# [Activity]
Please repeat the records below exactly, skipping any pictures.

# [Saved entries]
****************

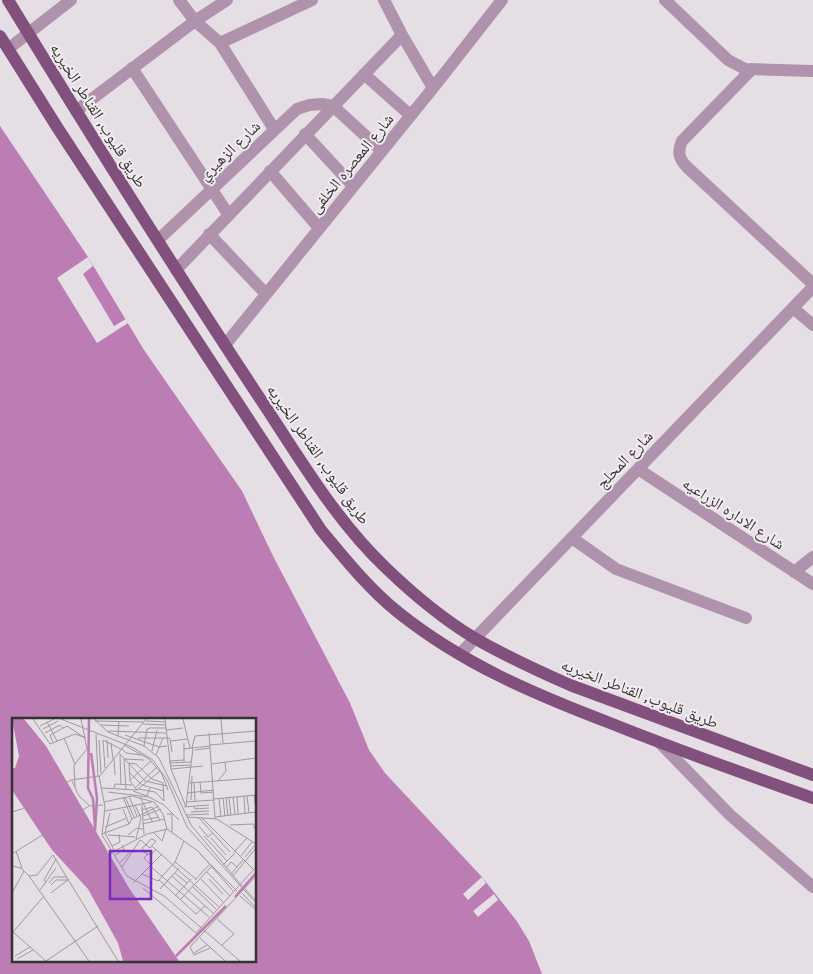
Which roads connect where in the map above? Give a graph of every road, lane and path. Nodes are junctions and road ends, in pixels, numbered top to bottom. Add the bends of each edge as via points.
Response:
1 (8, 0) edge
2 (71, 0) edge
3 (180, 0) edge
4 (227, 0) edge
5 (312, 0) edge
6 (384, 0) edge
7 (502, 0) edge
8 (665, 0) edge
9 (195, 21) junction
10 (28, 34) junction
11 (402, 35) junction
12 (0, 36) edge
13 (220, 43) junction
14 (8, 49) junction
15 (132, 68) junction
16 (752, 69) junction
17 (813, 71) edge
18 (364, 74) junction
19 (434, 88) junction
20 (333, 106) junction
21 (76, 111) junction
22 (410, 115) junction
23 (274, 129) junction
24 (305, 134) junction
25 (382, 151) junction
26 (270, 171) junction
27 (353, 186) junction
28 (212, 189) junction
29 (228, 214) junction
30 (319, 228) junction
31 (209, 234) junction
32 (158, 240) junction
33 (176, 270) junction
34 (813, 286) edge
35 (266, 294) junction
36 (793, 308) junction
37 (813, 325) edge
38 (225, 345) junction
39 (638, 469) junction
40 (572, 538) junction
41 (813, 557) edge
42 (794, 572) junction
43 (813, 584) edge
44 (746, 618) dead end
45 (475, 638) junction
46 (460, 654) junction
47 (660, 743) junction
48 (813, 775) edge
49 (813, 798) edge
50 (813, 887) edge

1 - 10 main road, طريق قليوب, القناطر الخيريه
2 - 10 street
3 - 9 street
4 - 9 street
5 - 13 street
6 - 11 street
7 - 19 street, شارع المعصره الخلفى
8 - 16 street via 728,60
9 - 13 street
9 - 15 street
10 - 14 street
10 - 21 main road, طريق قليوب, القناطر الخيريه
11 - 18 street
11 - 19 street
12 - 14 main road
13 - 23 street
14 - 46 main road via 321,530 345,560 398,612
15 - 21 street
15 - 28 street
16 - 17 street
16 - 34 street via 682,141 679,155 687,168
18 - 20 street
18 - 22 street
19 - 22 street, شارع المعصره الخلفى
20 - 23 street, شارع الزهيري via 309,105 297,109
20 - 24 street
20 - 25 street
21 - 32 main road, طريق قليوب, القناطر الخيريه
22 - 25 street, شارع المعصره الخلفى
23 - 28 street, شارع الزهيري
24 - 26 street
24 - 27 street
25 - 27 street, شارع المعصره الخلفى
26 - 29 street
26 - 30 street
27 - 30 street, شارع المعصره الخلفى
28 - 29 street
28 - 32 street, شارع الزهيري
29 - 31 street
30 - 35 street, شارع المعصره الخلفى
31 - 33 street
31 - 35 street
32 - 33 main road, طريق قليوب, القناطر الخيريه
33 - 38 main road, طريق قليوب, القناطر الخيريه
34 - 36 street, شارع المحلج
35 - 38 street, شارع المعصره الخلفى
36 - 37 street
36 - 39 street, شارع المحلج
38 - 45 main road, طريق قليوب, القناطر الخيريه via 338,515 361,543 415,594
39 - 40 street, شارع المحلج
39 - 42 street, شارع الاداره الزراعيه
40 - 44 street via 616,569
40 - 45 street, شارع المحلج
41 - 42 street
42 - 43 street, شارع الاداره الزراعيه
45 - 46 street, شارع المحلج
45 - 48 main road, طريق قليوب, القناطر الخيريه via 570,685
46 - 47 main road via 524,689
47 - 49 main road
47 - 50 street via 730,815

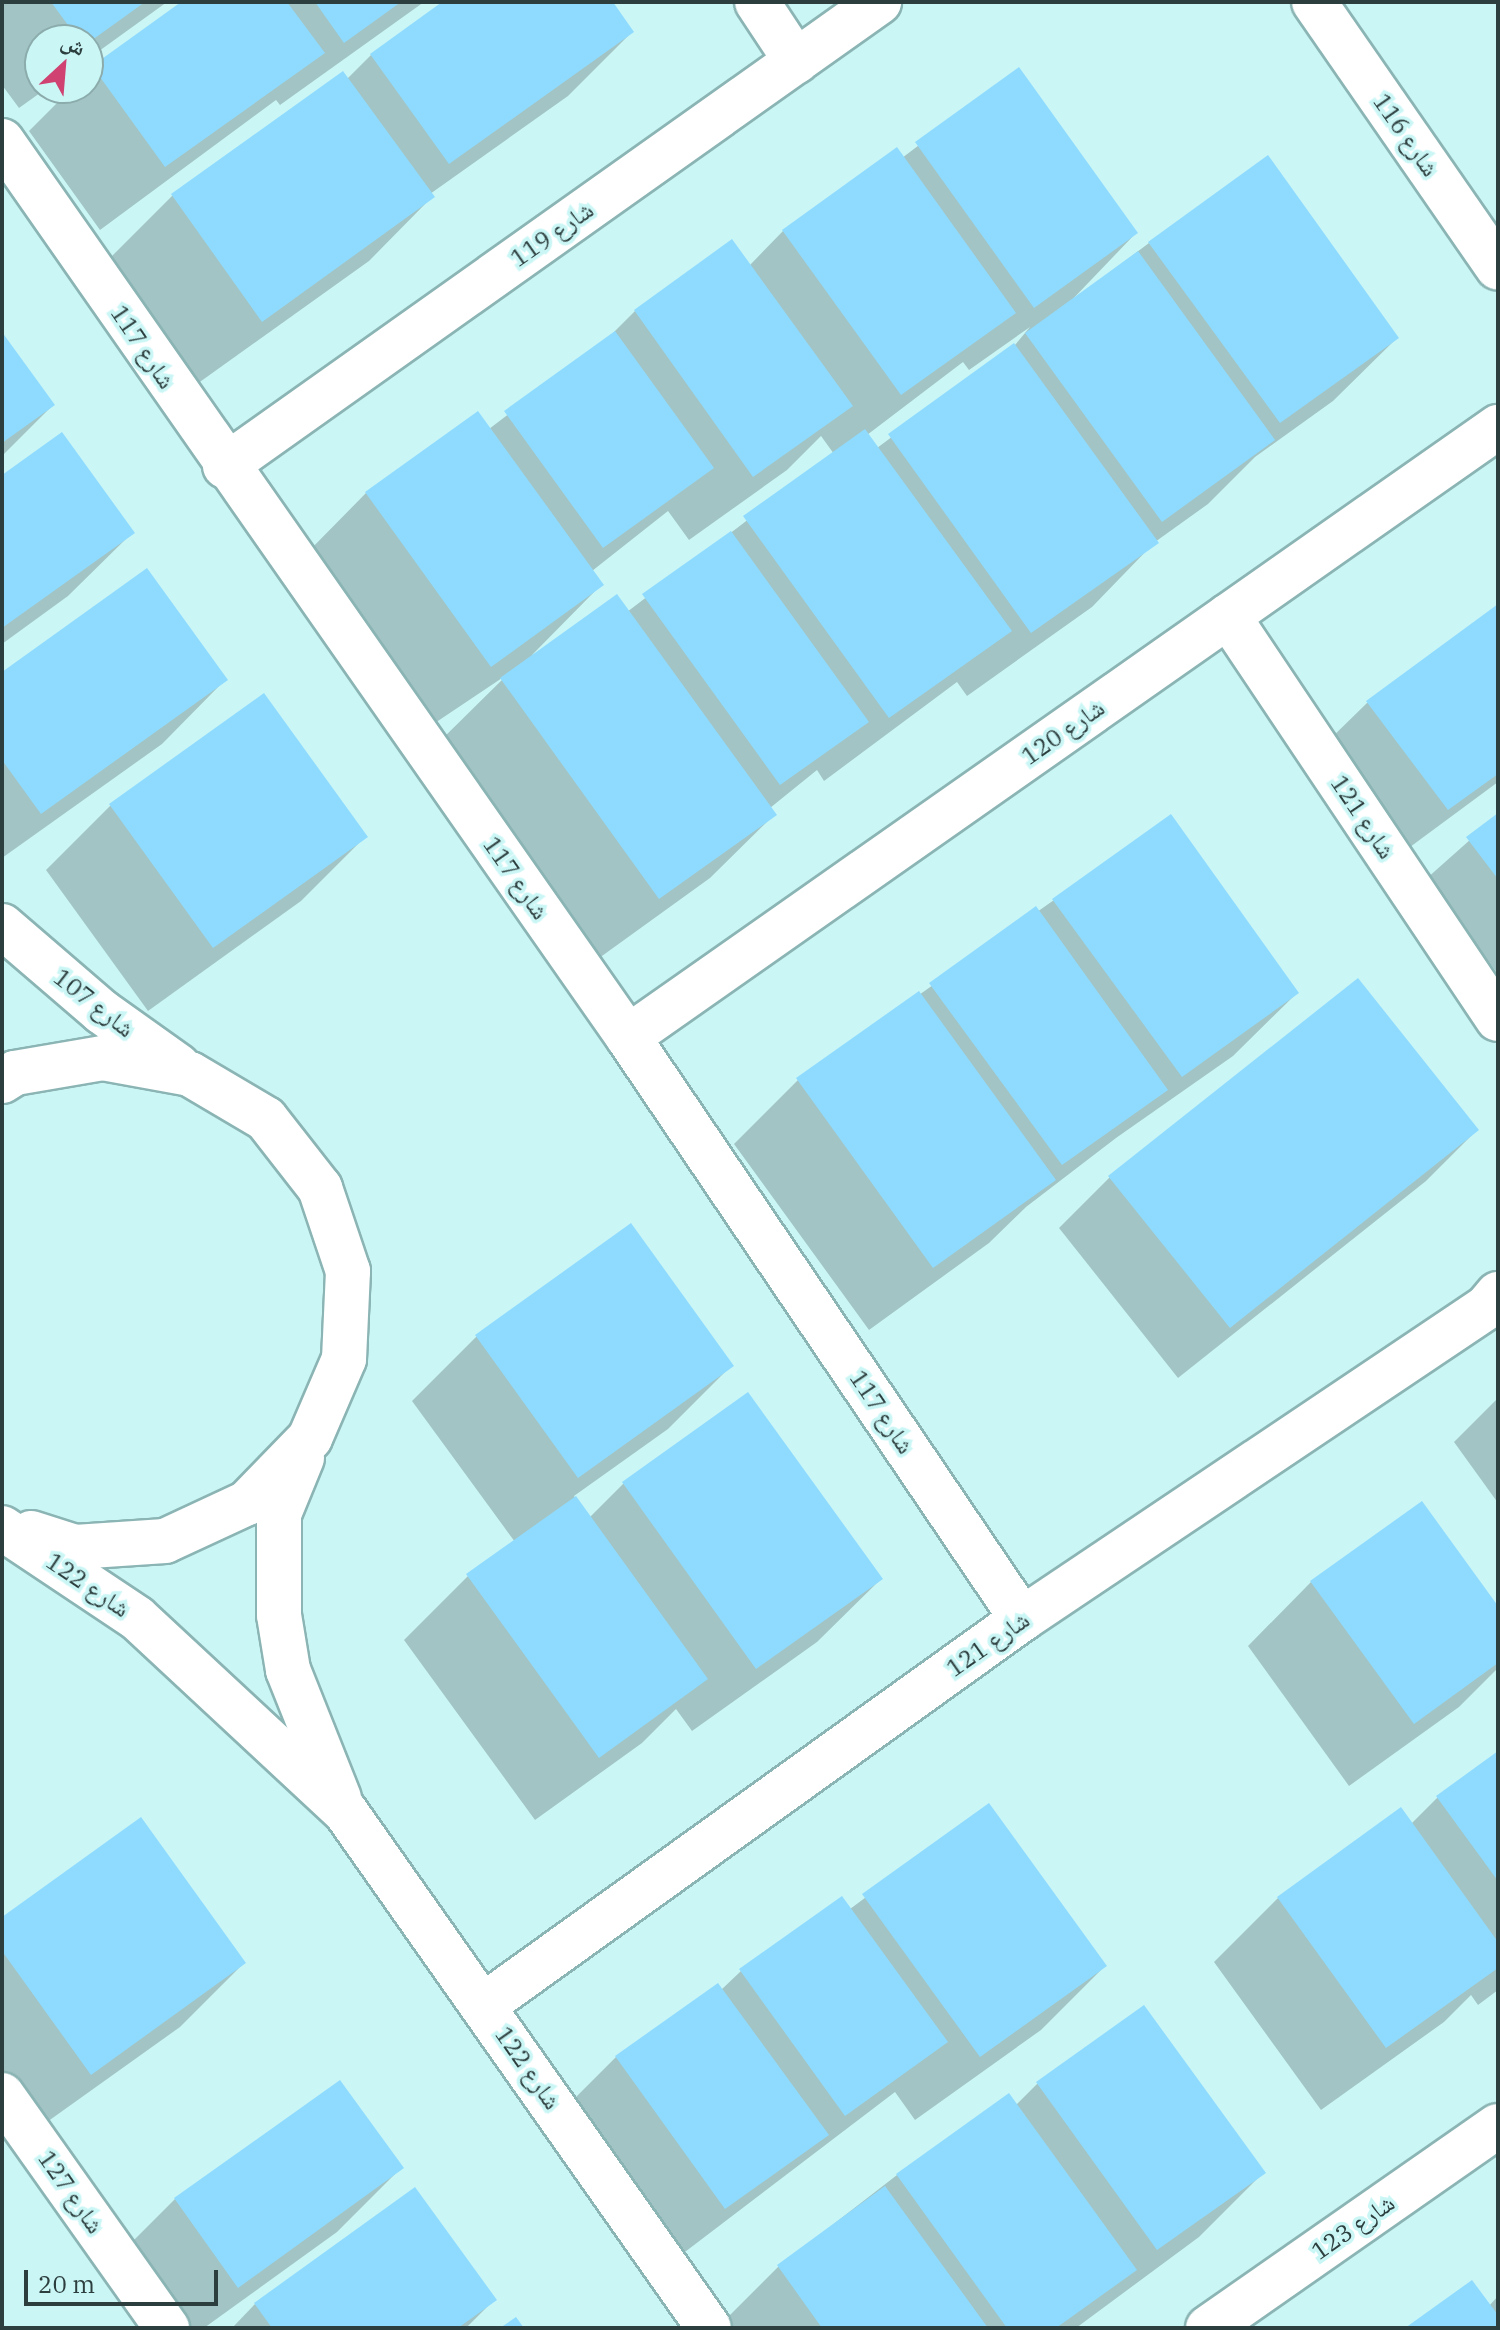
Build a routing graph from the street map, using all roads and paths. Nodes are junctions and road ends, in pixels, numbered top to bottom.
1 (757, 2) edge
2 (879, 2) edge
3 (1314, 2) edge
4 (796, 61) junction
5 (2, 141) edge
6 (1498, 268) edge
7 (1498, 427) edge
8 (225, 466) junction
9 (1228, 616) junction
10 (2, 926) edge
11 (1498, 1019) edge
12 (628, 1037) junction
13 (190, 1074) junction
14 (2, 1081) edge
15 (1498, 1294) edge
16 (310, 1438) junction
17 (2, 1526) edge
18 (1022, 1619) junction
19 (345, 1811) junction
20 (484, 2005) junction
21 (2, 2095) edge
22 (1498, 2126) edge
23 (1252, 2316) edge
24 (167, 2328) edge
25 (709, 2328) edge
26 (1208, 2328) edge

1 - 4 street
2 - 4 street, شارع 119
3 - 6 street, شارع 116
4 - 8 street, شارع 119
5 - 8 street, شارع 117
7 - 9 street, شارع 120
8 - 12 street, شارع 117
9 - 11 street, شارع 121
9 - 12 street, شارع 120
10 - 13 street, شارع 107
12 - 18 street, شارع 117
13 - 14 street
13 - 16 street, شارع 107
15 - 18 street, شارع 121
16 - 17 street
16 - 19 street, شارع 122
17 - 19 street, شارع 122
18 - 20 street, شارع 121
19 - 20 street, شارع 122
20 - 25 street, شارع 122
21 - 24 street, شارع 127
22 - 23 street, شارع 123
23 - 26 street, شارع 123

****************

# [Exercise response]
Which roads connect where in the map above? Give a graph of every road, lane and path. Nodes are junctions and road ends, in pixels, numbered top to bottom. Add the bends of each edge as via points.
Response:
1 (8, 0) edge
2 (71, 0) edge
3 (180, 0) edge
4 (227, 0) edge
5 (312, 0) edge
6 (384, 0) edge
7 (502, 0) edge
8 (665, 0) edge
9 (195, 21) junction
10 (28, 34) junction
11 (402, 35) junction
12 (0, 36) edge
13 (220, 43) junction
14 (8, 49) junction
15 (132, 68) junction
16 (752, 69) junction
17 (813, 71) edge
18 (364, 74) junction
19 (434, 88) junction
20 (333, 106) junction
21 (76, 111) junction
22 (410, 115) junction
23 (274, 129) junction
24 (305, 134) junction
25 (382, 151) junction
26 (270, 171) junction
27 (353, 186) junction
28 (212, 189) junction
29 (228, 214) junction
30 (319, 228) junction
31 (209, 234) junction
32 (158, 240) junction
33 (176, 270) junction
34 (813, 286) edge
35 (266, 294) junction
36 (793, 308) junction
37 (813, 325) edge
38 (225, 345) junction
39 (638, 469) junction
40 (572, 538) junction
41 (813, 557) edge
42 (794, 572) junction
43 (813, 584) edge
44 (746, 618) dead end
45 (475, 638) junction
46 (460, 654) junction
47 (660, 743) junction
48 (813, 775) edge
49 (813, 798) edge
50 (813, 887) edge

1 - 10 main road, طريق قليوب, القناطر الخيريه
2 - 10 street
3 - 9 street
4 - 9 street
5 - 13 street
6 - 11 street
7 - 19 street, شارع المعصره الخلفى
8 - 16 street via 728,60
9 - 13 street
9 - 15 street
10 - 14 street
10 - 21 main road, طريق قليوب, القناطر الخيريه
11 - 18 street
11 - 19 street
12 - 14 main road
13 - 23 street
14 - 46 main road via 321,530 345,560 398,612
15 - 21 street
15 - 28 street
16 - 17 street
16 - 34 street via 682,141 679,155 687,168
18 - 20 street
18 - 22 street
19 - 22 street, شارع المعصره الخلفى
20 - 23 street, شارع الزهيري via 309,105 297,109
20 - 24 street
20 - 25 street
21 - 32 main road, طريق قليوب, القناطر الخيريه
22 - 25 street, شارع المعصره الخلفى
23 - 28 street, شارع الزهيري
24 - 26 street
24 - 27 street
25 - 27 street, شارع المعصره الخلفى
26 - 29 street
26 - 30 street
27 - 30 street, شارع المعصره الخلفى
28 - 29 street
28 - 32 street, شارع الزهيري
29 - 31 street
30 - 35 street, شارع المعصره الخلفى
31 - 33 street
31 - 35 street
32 - 33 main road, طريق قليوب, القناطر الخيريه
33 - 38 main road, طريق قليوب, القناطر الخيريه
34 - 36 street, شارع المحلج
35 - 38 street, شارع المعصره الخلفى
36 - 37 street
36 - 39 street, شارع المحلج
38 - 45 main road, طريق قليوب, القناطر الخيريه via 338,515 361,543 415,594
39 - 40 street, شارع المحلج
39 - 42 street, شارع الاداره الزراعيه
40 - 44 street via 616,569
40 - 45 street, شارع المحلج
41 - 42 street
42 - 43 street, شارع الاداره الزراعيه
45 - 46 street, شارع المحلج
45 - 48 main road, طريق قليوب, القناطر الخيريه via 570,685
46 - 47 main road via 524,689
47 - 49 main road
47 - 50 street via 730,815

Build a routing graph from the street map, using all roads and paths. Nodes are junctions and road ends, in pixels, numbered top to bottom.
1 (757, 2) edge
2 (879, 2) edge
3 (1314, 2) edge
4 (796, 61) junction
5 (2, 141) edge
6 (1498, 268) edge
7 (1498, 427) edge
8 (225, 466) junction
9 (1228, 616) junction
10 (2, 926) edge
11 (1498, 1019) edge
12 (628, 1037) junction
13 (190, 1074) junction
14 (2, 1081) edge
15 (1498, 1294) edge
16 (310, 1438) junction
17 (2, 1526) edge
18 (1022, 1619) junction
19 (345, 1811) junction
20 (484, 2005) junction
21 (2, 2095) edge
22 (1498, 2126) edge
23 (1252, 2316) edge
24 (167, 2328) edge
25 (709, 2328) edge
26 (1208, 2328) edge

1 - 4 street
2 - 4 street, شارع 119
3 - 6 street, شارع 116
4 - 8 street, شارع 119
5 - 8 street, شارع 117
7 - 9 street, شارع 120
8 - 12 street, شارع 117
9 - 11 street, شارع 121
9 - 12 street, شارع 120
10 - 13 street, شارع 107
12 - 18 street, شارع 117
13 - 14 street
13 - 16 street, شارع 107
15 - 18 street, شارع 121
16 - 17 street
16 - 19 street, شارع 122
17 - 19 street, شارع 122
18 - 20 street, شارع 121
19 - 20 street, شارع 122
20 - 25 street, شارع 122
21 - 24 street, شارع 127
22 - 23 street, شارع 123
23 - 26 street, شارع 123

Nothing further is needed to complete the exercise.